Il famoso maestro chassidico il Kotzker rebbe, ovvero Menahem Mendel (XIX secolo), che visse i suoi ultimi vent'anni in isolamento volontario, chiese un giorno ad uno dei suoi studenti: "Dove dimora Dio?" Mentre lo studente inciampava nel suo tentativo di rispondere, il Kotzker rebbe rispose alla sua stessa domanda: "Dio risiede ovunque lo lasciamo entrare!"
I mistici nel corso del tempo, in tutte le tradizioni, hanno TUTTI detto la stessa cosa. Non dobbiamo cercare Dio perché la presenza del Divino permea tutte le cose. Se c'è una ricerca in corso, è solo quella di Dio che cerca sé stesso, se così vogliamo esprimerci semplificando in modo estremo.
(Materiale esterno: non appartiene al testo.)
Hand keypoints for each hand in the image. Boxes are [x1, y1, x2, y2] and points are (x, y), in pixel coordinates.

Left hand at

Per questi motivi, il massimo che possiamo avvicinarci a pensare a Dio è come un PROCESSO piuttosto che come un SOGGETTO. Possiamo pensarlo come "essere", ma essere inteso come verbo piuttosto che come sostantivo.
Forse ci aiuterebbe a capirlo meglio se rinominassimo Dio. Potremmo chiamarlo (NdT* così nella versione inglese originale) God-ing, cioè come un processo, piuttosto che Dio, che suggerisce un sostantivo.
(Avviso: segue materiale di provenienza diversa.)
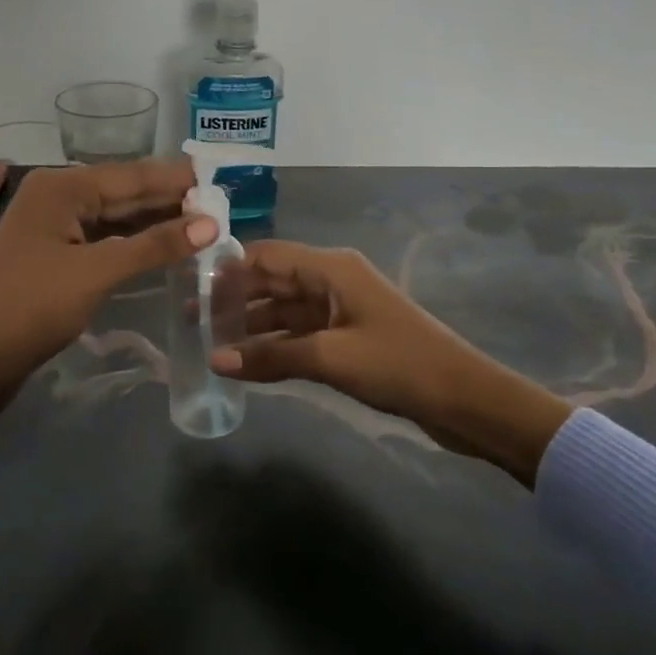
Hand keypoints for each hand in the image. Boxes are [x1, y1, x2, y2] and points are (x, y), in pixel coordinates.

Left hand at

In italiano personalmente propongo provvisoriamente “Esse-ndo” nel senso di “Di-ando” (God-ing), in attesa che qualcuno trovi una soluzione migliore. Questa idea è stata sviluppata dal rabbino Zalman Schachter-Shalomi, che ci ha spiegato che il tipo di verbo che rappresenta “God-ing / Essendo” è diverso da quelli che abbiamo nel nostro linguaggio ordinario. La maggior parte dei nostri verbi sono considerati transitivi, che cioè richiedono un oggetto diretto, oppure intransitivi, quelli che non lo richiedono. Suggerisce che “Esse-ndo” è un verbo MUTUAMENTE INTERATTIVO, che implica UN'INTERDIPENDENZA FRA DUE SOGGETTI, ciascuno essendo l'oggetto per l'altro.
Come scintille divine umane incarnate noi siamo da sempre dentro all’evento in corso, eternamente descritto dal verbo “Esse-ndo”, ed in questo verbo vorticano vertiginosamente inter-allacciati il soggetto Divino che è oggetto per l’Uomo e l’Uomo che è l’oggetto del soggetto Divino.
Questa idea di Schachter-Shalomi, per chi conosca la storia della filosofia ed il pensiero chassidico esistenzialista moderno, riecheggia visibilmente l’idea della relazione primaria tra Creatore e Creatura definita come “IO-TU” da Martin Buber.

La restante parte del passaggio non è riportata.